:: SOURCE MATERIAL

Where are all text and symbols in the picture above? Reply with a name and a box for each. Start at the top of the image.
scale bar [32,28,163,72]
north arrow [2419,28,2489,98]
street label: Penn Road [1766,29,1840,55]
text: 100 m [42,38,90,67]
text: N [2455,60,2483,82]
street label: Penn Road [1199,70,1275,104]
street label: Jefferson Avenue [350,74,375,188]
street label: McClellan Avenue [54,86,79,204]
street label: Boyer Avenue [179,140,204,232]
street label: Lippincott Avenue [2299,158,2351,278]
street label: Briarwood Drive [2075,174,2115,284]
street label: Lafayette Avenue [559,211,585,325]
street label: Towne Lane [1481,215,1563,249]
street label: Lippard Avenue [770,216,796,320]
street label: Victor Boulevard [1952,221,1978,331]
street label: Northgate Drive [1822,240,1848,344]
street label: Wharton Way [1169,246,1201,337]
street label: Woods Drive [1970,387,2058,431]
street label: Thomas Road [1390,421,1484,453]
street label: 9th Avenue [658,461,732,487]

::::

_WORK INSTRUCTION_:
Every line in the listing that holds "Drive" belongs in the answer.

_SOLUTION TO THIS TASK_:
street label: Briarwood Drive [2075,174,2115,284]
street label: Northgate Drive [1822,240,1848,344]
street label: Woods Drive [1970,387,2058,431]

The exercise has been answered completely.